Contributors JE contributed to the conception and design of the study, analysis and interpretation of the data, drafted and revised the manuscript. LLG contributed to the conception and design of the study, analysis and interpretation of the data, and revised the manuscript. KA contributed to data acquisition, analysis and interpretation, and revised the manuscript. PB-R contributed to data analysis and interpretation, and revised the manuscript. BW contributed to the conception and design of the study, data acquisition, analysis and interpretation of the data, and revised the manuscript. MJ contributed to data analysis and interpretation, and revised the manuscript. MJ-H contributed to the data acquisition, analysis and interpretation of the data, and revised the manuscript. REM contributed to the conception and design of the study, analysis and interpretation of the data, and revised the manuscript. M-LO contributed to the conception and design of the study, analysis and interpretation of the data, and revised the manuscript. GL contributed to data analysis and interpretation, and revised the manuscript. EA-K contributed to the conception and design of the study, analysis and interpretation of the data, and revised the manuscript. All authors critically revised and approved the final manuscript.
Funding This study was in part supported by grants from Karolinska Institutet, Stockholm, Sweden.
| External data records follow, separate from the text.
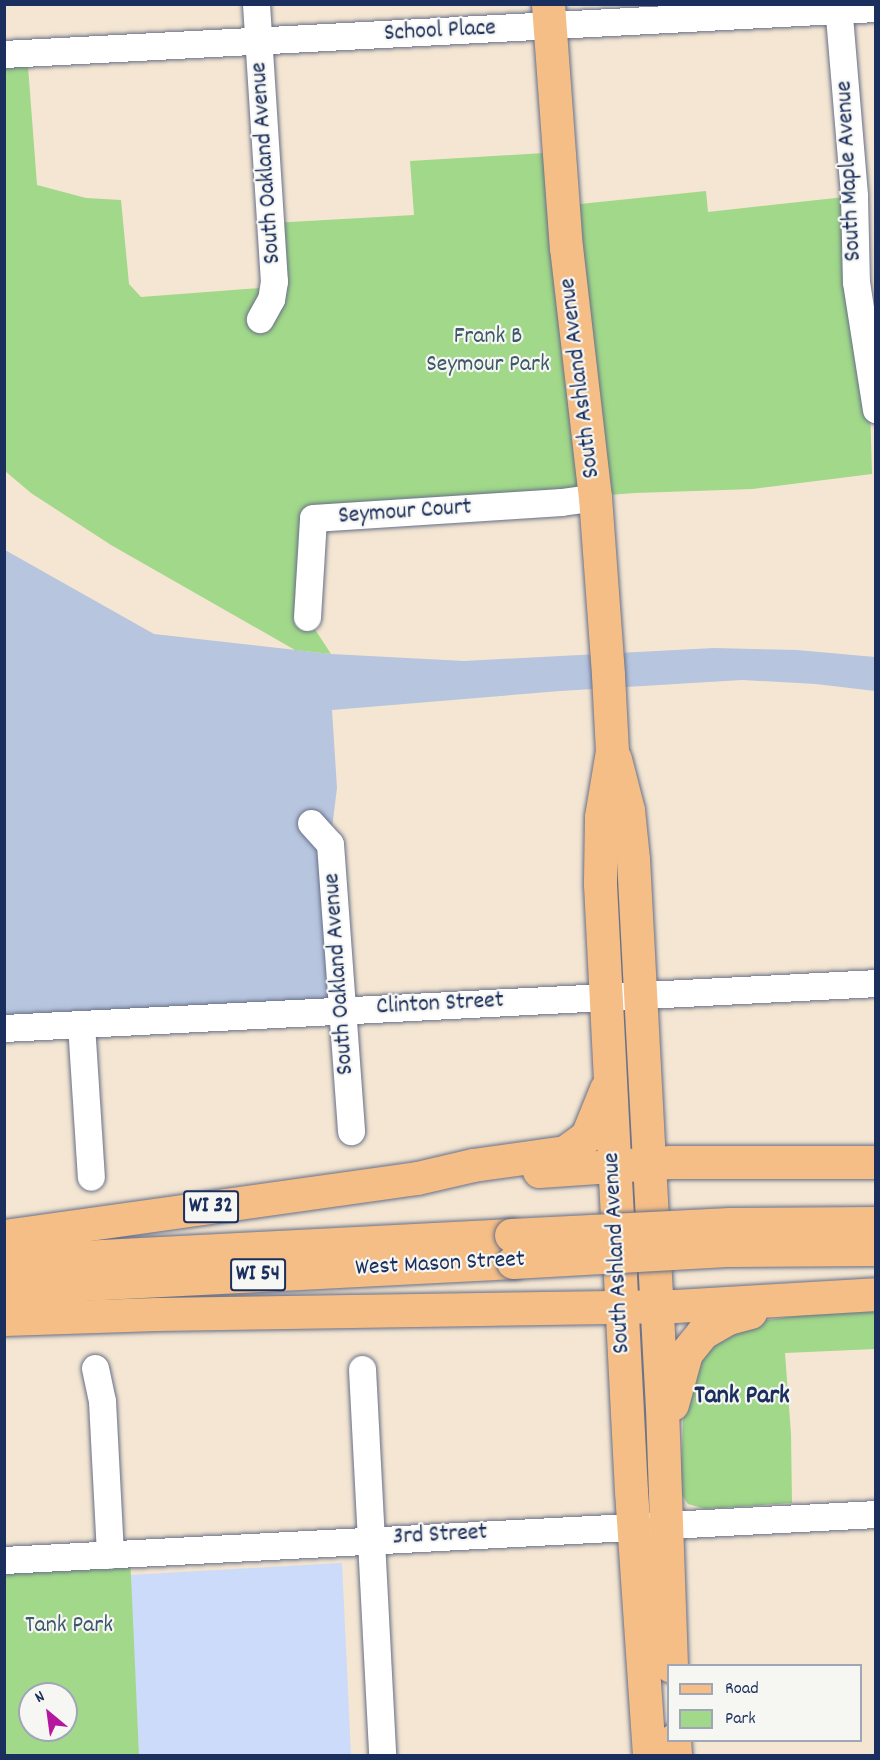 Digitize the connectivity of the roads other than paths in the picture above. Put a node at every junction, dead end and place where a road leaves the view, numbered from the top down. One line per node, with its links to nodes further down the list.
1 (256, 4): 5 (street, South Oakland Avenue)
2 (838, 7): 3 (street, School Place); 4 (street, School Place); 8 (street, South Maple Avenue)
3 (876, 8)
4 (549, 15): 5 (street, School Place); 9 (main road, South Ashland Avenue)
5 (259, 41): 6 (street, School Place); 7 (street, South Oakland Avenue)
6 (4, 54)
7 (260, 319)
8 (876, 409)
9 (595, 497): 10 (street, Seymour Court); 11 (main road, South Ashland Avenue)
10 (307, 617)
11 (612, 751): 14 (main road, South Ashland Avenue); 15 (main road, South Ashland Avenue)
12 (311, 823): 16 (street, South Oakland Avenue)
13 (876, 983): 14 (street, Clinton Street)
14 (641, 995): 15 (street, Clinton Street); 22 (main road, South Ashland Avenue)
15 (605, 996): 16 (street, Clinton Street); 19 (main road, South Ashland Avenue)
16 (344, 1011): 17 (street, Clinton Street); 20 (street, South Oakland Avenue)
17 (81, 1024): 18 (street, Clinton Street); 24 (street)
18 (4, 1028)
19 (609, 1082): 23 (main road, South Ashland Avenue); 25 (main road)
20 (351, 1131)
21 (876, 1162): 22 (main road)
22 (650, 1163): 23 (main road); 35 (main road, South Ashland Avenue)
23 (613, 1165): 25 (main road, WI 32); 34 (main road, South Ashland Avenue)
24 (91, 1177)
25 (417, 1178): 27 (main road, WI 32)
26 (876, 1222): 28 (main road, West Mason Street / WI 54, bridge)
27 (4, 1236)
28 (512, 1248): 29 (main road, West Mason Street / WI 54, bridge); 30 (main road, West Mason Street / WI 54); 31 (main road, West Mason Street / WI 54)
29 (876, 1249)
30 (4, 1261)
31 (4, 1288)
32 (876, 1294): 33 (main road)
33 (792, 1300): 35 (main road); 39 (main road)
34 (622, 1307): 35 (main road); 36 (main road); 42 (main road, South Ashland Avenue)
35 (656, 1307): 39 (main road, South Ashland Avenue)
36 (4, 1319)
37 (95, 1368): 44 (street)
38 (362, 1369): 43 (street)
39 (663, 1439): 41 (main road, South Ashland Avenue)
40 (876, 1514): 41 (street, 3rd Street)
41 (666, 1524): 42 (street, 3rd Street); 46 (main road, South Ashland Avenue)
42 (634, 1526): 43 (street, 3rd Street); 48 (main road, South Ashland Avenue)
43 (372, 1540): 44 (street, 3rd Street); 47 (street)
44 (110, 1555): 45 (street, 3rd Street)
45 (4, 1560)
46 (671, 1664)
47 (382, 1755)
48 (649, 1755)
Competing interests JE is the member of an expert panel of the Stockholm DTC since 2013. KA, PB-R, MJ-H, MJ, M-LO and BW are employed by Stockholm Healthcare Region that finances the Drug and Therapeutics Committee (DTC) issuing the ‘Wise List’ in Stockholm. EA-K served as the chair-woman of Stockholm DTC 2010–2016, LLG as the chairman 2000–2009 and GL is the chair-woman since 2016 and REM deputy chairman since 2016.
Provenance and peer review Not commissioned; externally peer reviewed.
Data sharing statement We have used routinely available prescribing data for a selected group of therapeutic classes. More analyses can be made for these medicines as well as for other medicines prescribed in Sweden.